◆ **The problem**:
A single figure is wanted: the count of lines below containing the string "Zanon".

Recorded data
.....
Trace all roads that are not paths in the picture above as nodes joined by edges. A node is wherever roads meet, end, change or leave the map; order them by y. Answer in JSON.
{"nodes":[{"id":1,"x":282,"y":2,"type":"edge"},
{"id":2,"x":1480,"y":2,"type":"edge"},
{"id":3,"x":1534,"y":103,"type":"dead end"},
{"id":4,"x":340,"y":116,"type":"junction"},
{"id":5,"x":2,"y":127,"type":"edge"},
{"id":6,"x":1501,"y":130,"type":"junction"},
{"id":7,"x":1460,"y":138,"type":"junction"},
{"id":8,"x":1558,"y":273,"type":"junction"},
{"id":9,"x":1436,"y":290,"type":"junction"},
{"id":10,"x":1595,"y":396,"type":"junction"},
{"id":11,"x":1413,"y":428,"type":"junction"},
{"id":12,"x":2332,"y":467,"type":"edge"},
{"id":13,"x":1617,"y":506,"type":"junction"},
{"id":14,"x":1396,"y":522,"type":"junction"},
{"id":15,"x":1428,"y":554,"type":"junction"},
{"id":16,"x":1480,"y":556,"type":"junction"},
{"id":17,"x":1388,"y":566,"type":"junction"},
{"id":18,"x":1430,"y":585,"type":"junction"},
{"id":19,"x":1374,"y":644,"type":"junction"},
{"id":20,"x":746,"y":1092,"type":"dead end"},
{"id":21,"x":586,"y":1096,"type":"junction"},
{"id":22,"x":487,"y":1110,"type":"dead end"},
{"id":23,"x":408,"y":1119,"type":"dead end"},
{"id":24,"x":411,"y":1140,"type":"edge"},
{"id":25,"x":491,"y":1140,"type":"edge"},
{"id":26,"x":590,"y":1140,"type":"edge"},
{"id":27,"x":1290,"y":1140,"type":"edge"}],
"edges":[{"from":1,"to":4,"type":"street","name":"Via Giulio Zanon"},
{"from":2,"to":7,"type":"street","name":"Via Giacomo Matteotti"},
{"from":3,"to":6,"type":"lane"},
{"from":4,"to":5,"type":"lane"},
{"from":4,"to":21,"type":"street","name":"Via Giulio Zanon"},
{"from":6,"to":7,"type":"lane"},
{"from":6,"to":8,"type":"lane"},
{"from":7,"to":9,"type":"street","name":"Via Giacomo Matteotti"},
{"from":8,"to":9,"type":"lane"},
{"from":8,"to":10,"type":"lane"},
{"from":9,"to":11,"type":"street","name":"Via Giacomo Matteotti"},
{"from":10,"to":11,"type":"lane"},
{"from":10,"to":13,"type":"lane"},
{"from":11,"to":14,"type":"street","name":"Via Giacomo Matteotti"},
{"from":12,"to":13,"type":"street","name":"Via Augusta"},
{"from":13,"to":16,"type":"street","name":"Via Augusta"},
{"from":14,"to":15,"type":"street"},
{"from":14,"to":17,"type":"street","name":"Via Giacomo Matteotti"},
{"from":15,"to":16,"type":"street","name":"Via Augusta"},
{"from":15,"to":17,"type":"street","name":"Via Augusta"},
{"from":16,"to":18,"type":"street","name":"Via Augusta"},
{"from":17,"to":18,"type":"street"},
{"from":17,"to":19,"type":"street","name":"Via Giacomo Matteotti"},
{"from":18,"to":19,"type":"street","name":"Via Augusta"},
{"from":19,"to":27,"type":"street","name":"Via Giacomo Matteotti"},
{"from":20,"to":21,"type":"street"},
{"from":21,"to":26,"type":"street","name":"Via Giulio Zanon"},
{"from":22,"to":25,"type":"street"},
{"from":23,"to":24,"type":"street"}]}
.....
◆ **Solution to this task**:
3